No et moi
A partir de quand il est trop tard? Depuis quand il est trop tard? Depuis le premier jour où je l'ai vue, depuis 6 mois, deux ans, cinq ans? Est-ce qu'on peut sortir de là? Comment peut-on se retrouver à 18 ans dehors, sans rien, sans personne? Sommes-nous de si petites choses, si infiniment petites, que le monde continue de tourner, infiniment grand, et se fout pas mal de savoir où nous dormons?
Voilà les questions auxquelles je prétendais répondre. Mon cahier est plein, j'ai fait des recherches complémentaires sur internet, j'ai regroupé des articles, découvert des enquêtes, j'ai synthétisé des chiffres, des statistiques, des tendances, mais rien de tout cela n'a de sens, rien de tout cela n'est compréhensible, même avec le plus gros Q.I. du monde, je suis là, le coeur en miettes, sans voix, en face d'elle, je n'ai pas de réponse, je suis là, paralysée, alors qu'il suffirait de la prendre par la main et de lui dire viens chez moi.
Extrait de No et moi de Delphine De Vigan
Lou, treize ans, intellectuellement précoce, est une élève brillante et isolée. Fille unique délaissée par une mère tombée en dépression après la mort d'un bébé et incomprise d'un père aimant mais prisonnier de son impuissance.

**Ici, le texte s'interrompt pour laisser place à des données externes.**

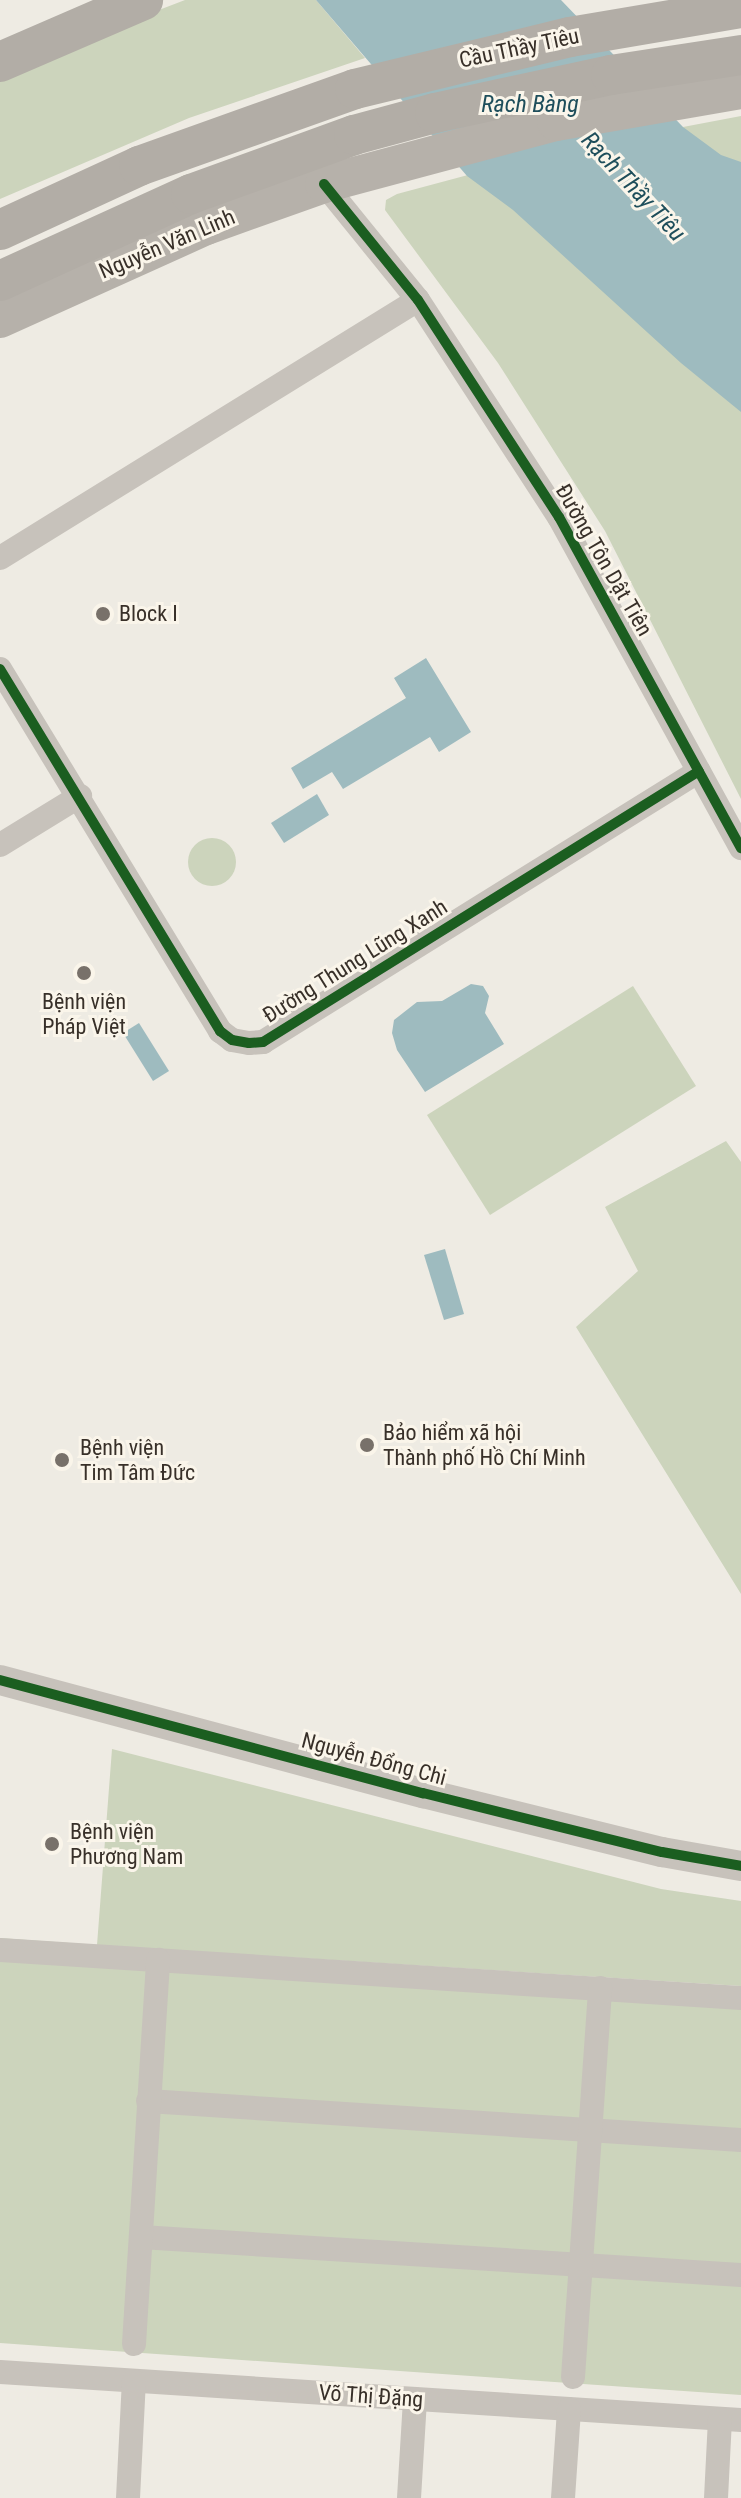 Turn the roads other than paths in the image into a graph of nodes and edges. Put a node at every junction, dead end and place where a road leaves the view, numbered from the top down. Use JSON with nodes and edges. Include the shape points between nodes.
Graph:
{"nodes":[{"id":1,"x":143,"y":0,"type":"edge"},
{"id":2,"x":741,"y":8,"type":"edge"},
{"id":3,"x":741,"y":55,"type":"edge"},
{"id":4,"x":0,"y":62,"type":"edge"},
{"id":5,"x":741,"y":90,"type":"edge"},
{"id":6,"x":329,"y":170,"type":"junction"},
{"id":7,"x":0,"y":230,"type":"edge"},
{"id":8,"x":0,"y":281,"type":"edge"},
{"id":9,"x":418,"y":300,"type":"junction"},
{"id":10,"x":0,"y":319,"type":"edge"},
{"id":11,"x":0,"y":558,"type":"edge"},
{"id":12,"x":0,"y":669,"type":"edge"},
{"id":13,"x":699,"y":771,"type":"junction"},
{"id":14,"x":80,"y":796,"type":"junction"},
{"id":15,"x":0,"y":845,"type":"edge"},
{"id":16,"x":741,"y":848,"type":"edge"},
{"id":17,"x":0,"y":1680,"type":"edge"},
{"id":18,"x":741,"y":1866,"type":"edge"},
{"id":19,"x":0,"y":1950,"type":"edge"},
{"id":20,"x":158,"y":1960,"type":"junction"},
{"id":21,"x":600,"y":1988,"type":"junction"},
{"id":22,"x":741,"y":1998,"type":"edge"},
{"id":23,"x":148,"y":2101,"type":"junction"},
{"id":24,"x":590,"y":2130,"type":"junction"},
{"id":25,"x":741,"y":2140,"type":"edge"},
{"id":26,"x":141,"y":2237,"type":"junction"},
{"id":27,"x":580,"y":2264,"type":"junction"},
{"id":28,"x":741,"y":2275,"type":"edge"},
{"id":29,"x":134,"y":2344,"type":"dead end"},
{"id":30,"x":0,"y":2372,"type":"edge"},
{"id":31,"x":573,"y":2377,"type":"dead end"},
{"id":32,"x":134,"y":2381,"type":"junction"},
{"id":33,"x":415,"y":2399,"type":"junction"},
{"id":34,"x":569,"y":2409,"type":"junction"},
{"id":35,"x":730,"y":2419,"type":"edge"},
{"id":36,"x":128,"y":2498,"type":"edge"},
{"id":37,"x":409,"y":2498,"type":"edge"},
{"id":38,"x":563,"y":2498,"type":"edge"},
{"id":39,"x":716,"y":2498,"type":"edge"}],
"edges":[{"from":1,"to":4,"type":"highway"},
{"from":2,"to":7,"type":"highway","name":"Cầu Thầy Tiêu","via":[[492,53],[301,105],[124,172]]},
{"from":3,"to":6,"type":"highway","name":"Cầu Thầy Tiêu","via":[[648,68],[435,113]]},
{"from":5,"to":6,"type":"main road"},
{"from":6,"to":8,"type":"highway","name":"Nguyễn Văn Linh","via":[[191,194]]},
{"from":6,"to":9,"type":"street","name":"Đường Tôn Dật Tiên"},
{"from":6,"to":10,"type":"main road","name":"Nguyễn Văn Linh"},
{"from":9,"to":11,"type":"street"},
{"from":9,"to":13,"type":"street","name":"Đường Tôn Dật Tiên","via":[[559,517]]},
{"from":12,"to":14,"type":"street","name":"Đường Thung Lũng Xanh"},
{"from":13,"to":14,"type":"street","name":"Đường Thung Lũng Xanh","via":[[263,1042],[249,1043],[220,1031]]},
{"from":13,"to":16,"type":"street","name":"Đường Tôn Dật Tiên"},
{"from":14,"to":15,"type":"street"},
{"from":17,"to":18,"type":"street","name":"Nguyễn Đổng Chi","via":[[423,1793],[662,1852]]},
{"from":19,"to":20,"type":"street"},
{"from":20,"to":21,"type":"street"},
{"from":20,"to":23,"type":"street"},
{"from":21,"to":22,"type":"street"},
{"from":21,"to":24,"type":"street"},
{"from":23,"to":24,"type":"street"},
{"from":23,"to":26,"type":"street"},
{"from":24,"to":25,"type":"street"},
{"from":24,"to":27,"type":"street"},
{"from":26,"to":27,"type":"street"},
{"from":26,"to":29,"type":"street"},
{"from":27,"to":28,"type":"street"},
{"from":27,"to":31,"type":"street"},
{"from":30,"to":32,"type":"street","name":"Võ Thị Đặng"},
{"from":32,"to":33,"type":"street","name":"Võ Thị Đặng"},
{"from":32,"to":36,"type":"street"},
{"from":33,"to":34,"type":"street","name":"Võ Thị Đặng"},
{"from":33,"to":37,"type":"street"},
{"from":34,"to":35,"type":"street","name":"Võ Thị Đặng"},
{"from":34,"to":38,"type":"street"},
{"from":35,"to":39,"type":"street"}]}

En classe, les autres élèves l'appellent "le cerveau". Pour Lucas et 'son air de bagarre' - les mauvais garçons au sourire d'enfant, ça a toujours fasciné les fortes en thème -, elle est "Pépite". Dans le cours de l'exigeant monsieur Marin, elle a proposé de faire un exposé sur les sans-abri et d'interviewer une jeune femme SDF. A la gare d'Austerlitz où elle vient régulièrement regarder les gens et les trains partir, elle rencontre No. Mais la connaître, tenter de devenir son amie, ne suffit pas ; l'adolescente se met en tête de la sortir de là, comme on dit, et, avec Lucas, ils lèvent une armée du salut à deux combattants pour une opération de sauvetage, trop grande pour eux.